Do small communications agencies need a specialty to be successful?

Ricochet PR's Todd Aydelotte and KCSA's Lewis Goldberg offer opposing views on whether small comms agencies need a niche


Todd Aydelotte, CEO and founder, Ricochet Public Relations
His 10-year-old agency specializes in the healthcare, tech, and industrial sectors

Small agencies lacking a niche will find it challenging to compete against big-box PR firms that can apply resources in all directions. For most small agencies, the key differentiator is typically: "We do it better than they can" or "We offer more personalized service," which, frankly, is what all PR firms say, large or small.

Developing domain expertise and experience in select industries allows a small firm to create a more robust client portfolio - and to break into larger accounts earlier. By establishing a strong base of case studies with small and midsize companies, you are better able to secure larger accounts and further solidify experience in your verticals.

Through specialization, you can develop best practices and methodologies that are applicable to a range of clients operating in similar environments. Trying to be a jack-of-all-trades limits an agency's ability to develop the in-depth industry knowledge that attracts clients.

We built Ricochet by being specialized. Nearly all of our clients fall into two categories. They are either Fortune 500 companies that have "had it" with big agencies offering lots of services, but little domain expertise, or they are midsize or smaller science-driven enterprises and industry associations reluctant to forge relationships with a PR agency that does not understand the nuances of their sector.

More than 75% of our staff hold scientific or technical degrees. Some of them hold PhDs or degrees from leading medical schools, while others specialize in biotechnology, genetics, engineering and related fields driven by science and innovation. In this way, my agency optimizes each of our account teams, thus allowing us to unite culturally with our clients.

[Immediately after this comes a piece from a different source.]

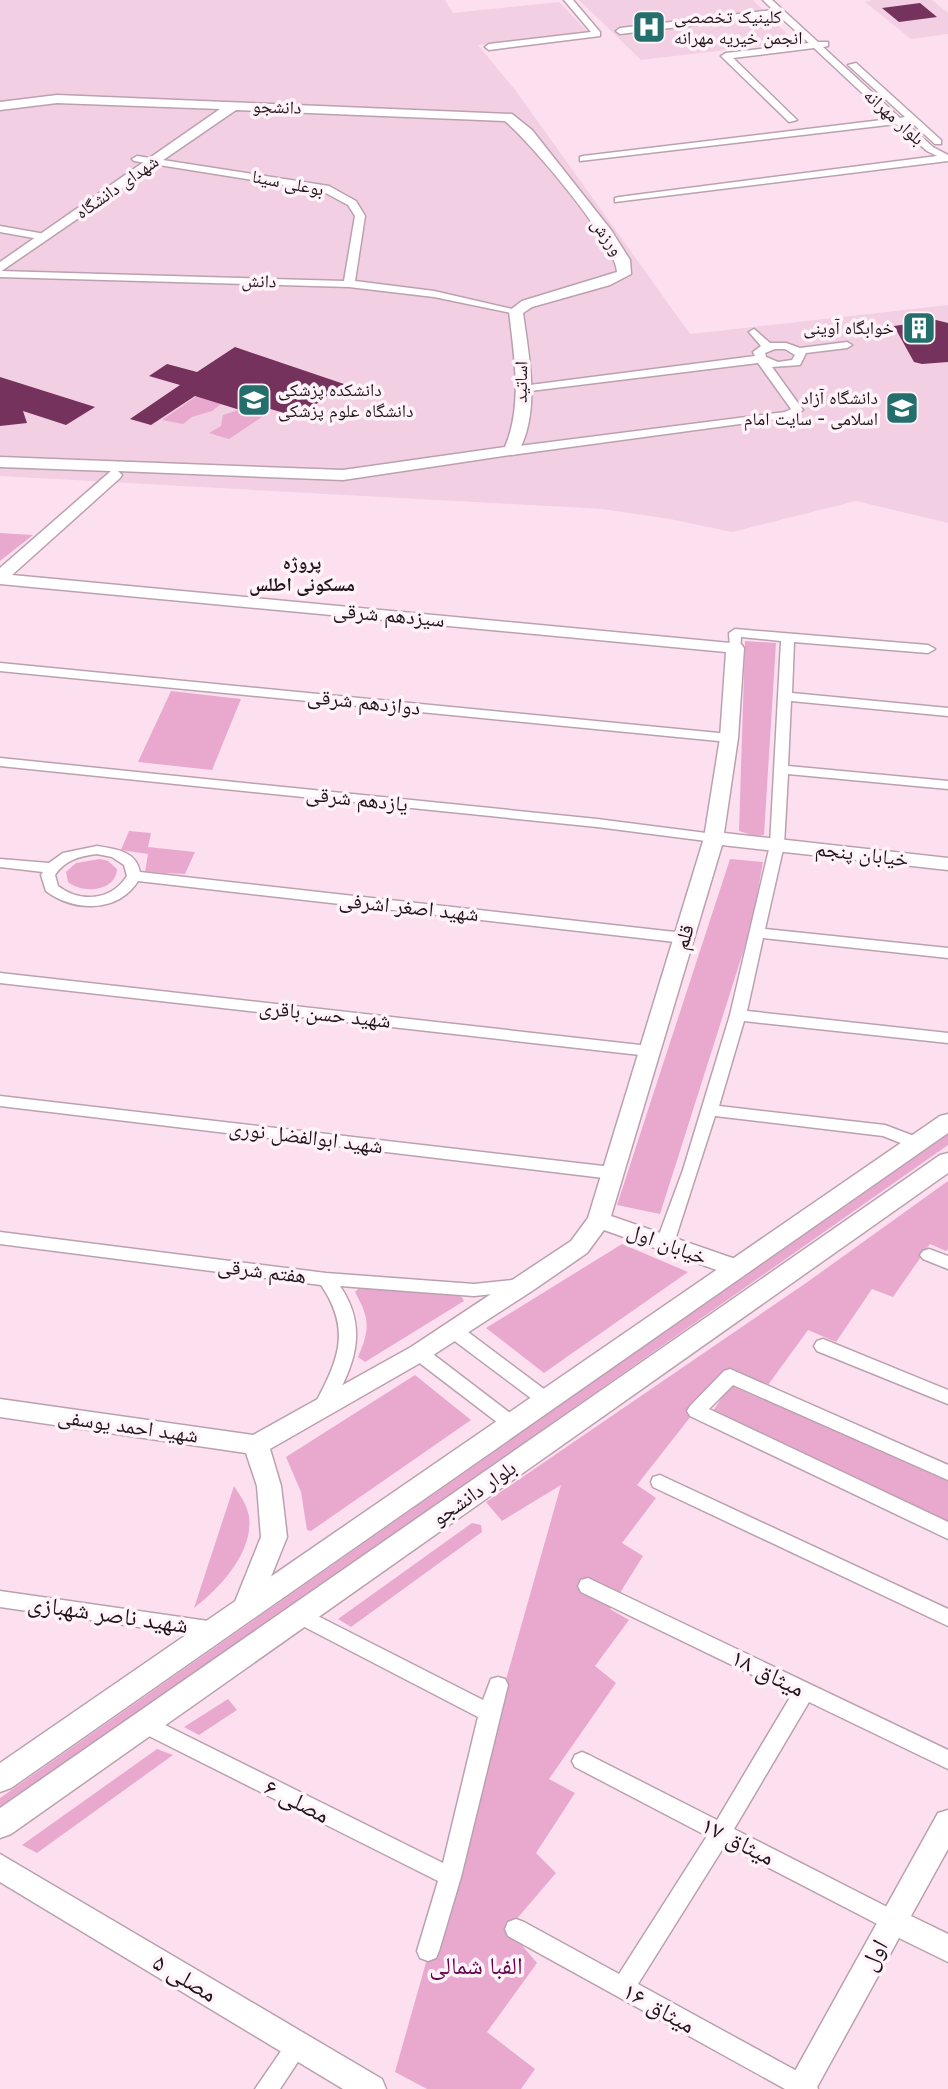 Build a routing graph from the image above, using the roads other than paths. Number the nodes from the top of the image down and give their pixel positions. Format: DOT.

Obviously, there's always a downside to being unique. In RFP reviews, we're always the "different agency" that comes to the table. Companies and associations that have never worked with other PR firms can perceive us as a risk. But these companies return to us if they've spent a year with an expensive generalist firm that has achieved little in positive results.


Lewis Goldberg, managing partner, KCSA Strategic Communications
His agency provides IR, PR, and brand marketing to a diverse client roster

I've spent the majority of my career working with smaller, successful PR firms, each with fewer than 50 pros. The binding factor for each of these agencies, including KCSA, has been a deep and abiding focus on hiring, investing in, and retaining really smart, committed team members who are generalists.

A generalist is someone who is intelligent, inquisitive, thinks like a businessperson first and as a communications pro second. Most important, a generalist is someone whose inquisitive nature allows them to identify links and threads from disparate industries to help weave compelling stories that speak to different constituencies across multiple channels. We actively cultivate these traits in staff.

New business opportunities come from a million different sources; to be able to not only win the business, but to effectively serve it requires having a breadth of experience to draw upon, either individually or agency-wide. Some of the most successful campaigns come from a breadth of clients. Tactics work across clients, and agencies learn best when they work broadly. Social media was initially focused on supporting tech companies, but today it is a vital communications component in industries ranging from retail to financial services.

I've been in communications for nearly 15 years and attribute much of my success to lessons I learned from my years in political communications working for a US senator and President Bill Clinton. Had I not worked in politics, I could have pigeonholed myself as a "tech" specialist and my career might have crumbled when the tech bubble burst. Similarly, had I specialized solely in financial services, were it not for my having represented healthcare and energy clients, I might have lost my job during the recent recession.

Because my career and that of KCSA's staff are built around being accomplished generalists who can speak the many languages of tech, social media, financial services, biotech, poli- tics, crisis communications, pub- lic affairs, IR, etc., we are well positioned to consult with and help any company attain virtually any business goal - no matter the economic environment.

PRWeek's View
A specialty is not necessary to succeed. Expertise in one sector will help secure early success and accounts, but diversifying your capabilities and client portfolio protects against downturns in one market and fuels future growth.